# Data shown

--- START ---

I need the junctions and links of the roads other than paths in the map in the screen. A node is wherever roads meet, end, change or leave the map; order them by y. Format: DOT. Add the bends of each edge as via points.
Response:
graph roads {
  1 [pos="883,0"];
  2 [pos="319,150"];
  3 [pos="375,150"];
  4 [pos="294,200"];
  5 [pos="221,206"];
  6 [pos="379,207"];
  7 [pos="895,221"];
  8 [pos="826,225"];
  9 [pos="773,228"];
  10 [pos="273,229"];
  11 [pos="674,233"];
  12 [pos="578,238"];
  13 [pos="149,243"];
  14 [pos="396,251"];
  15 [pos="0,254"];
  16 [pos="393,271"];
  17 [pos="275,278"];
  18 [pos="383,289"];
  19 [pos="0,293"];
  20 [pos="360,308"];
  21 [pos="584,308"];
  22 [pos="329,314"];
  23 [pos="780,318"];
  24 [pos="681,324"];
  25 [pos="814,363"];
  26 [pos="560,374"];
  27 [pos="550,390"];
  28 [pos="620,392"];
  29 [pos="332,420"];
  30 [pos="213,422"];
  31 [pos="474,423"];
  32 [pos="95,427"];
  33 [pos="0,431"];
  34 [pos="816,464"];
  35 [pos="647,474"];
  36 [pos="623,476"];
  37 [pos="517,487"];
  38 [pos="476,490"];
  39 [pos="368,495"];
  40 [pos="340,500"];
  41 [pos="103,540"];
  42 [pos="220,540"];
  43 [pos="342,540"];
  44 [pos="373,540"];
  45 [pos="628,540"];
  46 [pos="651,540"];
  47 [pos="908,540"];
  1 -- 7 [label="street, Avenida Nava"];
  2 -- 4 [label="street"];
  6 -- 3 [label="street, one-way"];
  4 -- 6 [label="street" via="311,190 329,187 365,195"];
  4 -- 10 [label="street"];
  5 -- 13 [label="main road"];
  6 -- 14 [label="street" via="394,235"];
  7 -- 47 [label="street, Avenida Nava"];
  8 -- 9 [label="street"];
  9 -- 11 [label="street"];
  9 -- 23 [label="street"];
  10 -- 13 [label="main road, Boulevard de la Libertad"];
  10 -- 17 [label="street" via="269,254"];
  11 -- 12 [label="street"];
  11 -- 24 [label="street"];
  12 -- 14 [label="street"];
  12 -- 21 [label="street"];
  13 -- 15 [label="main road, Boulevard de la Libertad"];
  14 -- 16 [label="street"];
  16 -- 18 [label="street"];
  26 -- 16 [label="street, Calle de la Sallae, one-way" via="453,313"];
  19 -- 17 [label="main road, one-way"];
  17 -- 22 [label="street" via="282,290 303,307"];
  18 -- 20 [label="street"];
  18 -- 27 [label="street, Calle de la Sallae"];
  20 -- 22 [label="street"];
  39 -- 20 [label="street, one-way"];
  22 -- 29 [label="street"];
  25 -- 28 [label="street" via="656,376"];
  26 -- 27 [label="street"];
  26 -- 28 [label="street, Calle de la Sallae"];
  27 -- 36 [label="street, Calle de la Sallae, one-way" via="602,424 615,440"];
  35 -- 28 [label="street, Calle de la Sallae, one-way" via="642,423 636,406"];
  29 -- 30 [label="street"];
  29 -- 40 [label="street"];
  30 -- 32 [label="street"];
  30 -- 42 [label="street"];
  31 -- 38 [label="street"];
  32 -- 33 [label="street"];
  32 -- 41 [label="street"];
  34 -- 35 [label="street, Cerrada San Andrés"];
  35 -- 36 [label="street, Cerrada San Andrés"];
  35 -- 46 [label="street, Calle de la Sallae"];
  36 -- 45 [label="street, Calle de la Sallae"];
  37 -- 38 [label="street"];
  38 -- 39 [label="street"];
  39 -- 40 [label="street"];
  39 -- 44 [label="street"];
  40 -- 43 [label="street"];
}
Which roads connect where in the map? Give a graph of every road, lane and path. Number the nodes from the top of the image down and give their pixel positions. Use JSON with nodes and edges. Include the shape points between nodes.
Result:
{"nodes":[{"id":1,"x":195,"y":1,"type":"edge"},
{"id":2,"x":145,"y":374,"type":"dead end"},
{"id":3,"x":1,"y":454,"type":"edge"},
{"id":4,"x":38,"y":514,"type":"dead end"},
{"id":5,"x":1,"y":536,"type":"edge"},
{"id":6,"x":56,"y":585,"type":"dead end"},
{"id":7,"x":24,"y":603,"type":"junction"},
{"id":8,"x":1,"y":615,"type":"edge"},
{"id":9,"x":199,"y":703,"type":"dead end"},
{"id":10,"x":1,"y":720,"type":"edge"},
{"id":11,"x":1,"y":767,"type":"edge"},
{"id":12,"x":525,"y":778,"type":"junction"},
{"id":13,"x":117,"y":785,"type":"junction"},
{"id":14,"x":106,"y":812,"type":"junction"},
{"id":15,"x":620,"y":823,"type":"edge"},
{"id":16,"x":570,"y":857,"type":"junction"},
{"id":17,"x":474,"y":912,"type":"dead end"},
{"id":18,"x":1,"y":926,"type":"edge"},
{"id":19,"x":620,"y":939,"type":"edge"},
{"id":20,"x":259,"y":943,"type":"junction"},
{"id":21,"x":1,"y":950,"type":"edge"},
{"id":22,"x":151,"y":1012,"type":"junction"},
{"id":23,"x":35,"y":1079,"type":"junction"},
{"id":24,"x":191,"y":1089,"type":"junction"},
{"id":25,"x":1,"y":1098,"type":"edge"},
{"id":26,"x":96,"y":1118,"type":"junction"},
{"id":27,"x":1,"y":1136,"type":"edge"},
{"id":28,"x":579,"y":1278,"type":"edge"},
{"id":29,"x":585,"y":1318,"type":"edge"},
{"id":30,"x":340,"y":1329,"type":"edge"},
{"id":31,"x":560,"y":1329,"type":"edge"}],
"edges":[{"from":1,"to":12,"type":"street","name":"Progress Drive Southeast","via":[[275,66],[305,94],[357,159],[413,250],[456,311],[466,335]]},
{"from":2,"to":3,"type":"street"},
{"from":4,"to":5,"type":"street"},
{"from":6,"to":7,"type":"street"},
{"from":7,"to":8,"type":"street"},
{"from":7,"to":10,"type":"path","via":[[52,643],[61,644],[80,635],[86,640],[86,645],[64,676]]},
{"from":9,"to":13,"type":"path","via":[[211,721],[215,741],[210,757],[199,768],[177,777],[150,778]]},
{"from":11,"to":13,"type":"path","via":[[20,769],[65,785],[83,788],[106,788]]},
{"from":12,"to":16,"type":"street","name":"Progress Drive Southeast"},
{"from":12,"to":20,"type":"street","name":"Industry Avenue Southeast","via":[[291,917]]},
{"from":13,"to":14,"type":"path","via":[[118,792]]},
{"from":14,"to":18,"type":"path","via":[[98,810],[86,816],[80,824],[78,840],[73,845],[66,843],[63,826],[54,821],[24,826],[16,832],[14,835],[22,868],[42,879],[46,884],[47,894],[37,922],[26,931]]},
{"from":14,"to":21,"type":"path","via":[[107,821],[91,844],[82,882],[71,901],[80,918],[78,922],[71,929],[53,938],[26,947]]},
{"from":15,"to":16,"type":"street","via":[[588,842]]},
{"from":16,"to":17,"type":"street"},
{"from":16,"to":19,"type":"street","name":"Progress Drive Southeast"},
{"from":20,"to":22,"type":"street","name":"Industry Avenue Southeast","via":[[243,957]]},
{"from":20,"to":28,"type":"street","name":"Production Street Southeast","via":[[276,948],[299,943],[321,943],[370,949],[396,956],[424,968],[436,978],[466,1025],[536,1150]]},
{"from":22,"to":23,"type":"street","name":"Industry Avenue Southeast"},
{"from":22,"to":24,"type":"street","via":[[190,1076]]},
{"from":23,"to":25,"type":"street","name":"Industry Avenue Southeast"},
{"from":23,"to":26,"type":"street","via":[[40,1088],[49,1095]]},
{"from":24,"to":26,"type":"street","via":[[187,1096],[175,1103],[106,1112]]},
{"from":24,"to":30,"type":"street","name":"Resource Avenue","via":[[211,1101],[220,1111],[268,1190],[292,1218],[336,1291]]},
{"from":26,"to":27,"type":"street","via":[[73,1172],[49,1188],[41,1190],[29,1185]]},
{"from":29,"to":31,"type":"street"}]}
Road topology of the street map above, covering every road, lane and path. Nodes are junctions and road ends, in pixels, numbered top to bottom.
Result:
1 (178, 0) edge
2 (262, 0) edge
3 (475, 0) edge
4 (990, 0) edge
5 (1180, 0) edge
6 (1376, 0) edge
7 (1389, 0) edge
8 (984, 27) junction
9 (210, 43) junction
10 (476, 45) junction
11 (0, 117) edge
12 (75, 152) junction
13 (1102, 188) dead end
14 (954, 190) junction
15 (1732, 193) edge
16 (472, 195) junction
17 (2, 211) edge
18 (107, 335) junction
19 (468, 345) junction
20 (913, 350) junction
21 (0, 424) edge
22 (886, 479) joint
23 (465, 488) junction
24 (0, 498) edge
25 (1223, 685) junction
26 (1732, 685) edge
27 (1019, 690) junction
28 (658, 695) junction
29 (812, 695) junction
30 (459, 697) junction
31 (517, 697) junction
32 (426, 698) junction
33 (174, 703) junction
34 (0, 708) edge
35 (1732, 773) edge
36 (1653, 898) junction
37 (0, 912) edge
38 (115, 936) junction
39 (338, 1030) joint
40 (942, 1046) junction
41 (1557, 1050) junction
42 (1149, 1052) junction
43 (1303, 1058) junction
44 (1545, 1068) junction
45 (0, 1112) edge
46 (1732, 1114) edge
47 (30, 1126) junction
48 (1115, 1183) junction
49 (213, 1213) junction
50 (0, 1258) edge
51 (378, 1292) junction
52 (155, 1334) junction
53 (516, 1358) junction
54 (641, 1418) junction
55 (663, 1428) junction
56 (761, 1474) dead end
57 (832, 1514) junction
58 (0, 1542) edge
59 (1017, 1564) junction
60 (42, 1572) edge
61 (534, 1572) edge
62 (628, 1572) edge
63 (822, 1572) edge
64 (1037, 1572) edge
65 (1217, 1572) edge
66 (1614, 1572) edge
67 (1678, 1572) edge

--- END ---

# Exercise prompt
In the records, which lines mention the word "Avenue"? Copy those lines.

# Reply
{"from":12,"to":20,"type":"street","name":"Industry Avenue Southeast","via":[[291,917]]},
{"from":20,"to":22,"type":"street","name":"Industry Avenue Southeast","via":[[243,957]]},
{"from":22,"to":23,"type":"street","name":"Industry Avenue Southeast"},
{"from":23,"to":25,"type":"street","name":"Industry Avenue Southeast"},
{"from":24,"to":30,"type":"street","name":"Resource Avenue","via":[[211,1101],[220,1111],[268,1190],[292,1218],[336,1291]]},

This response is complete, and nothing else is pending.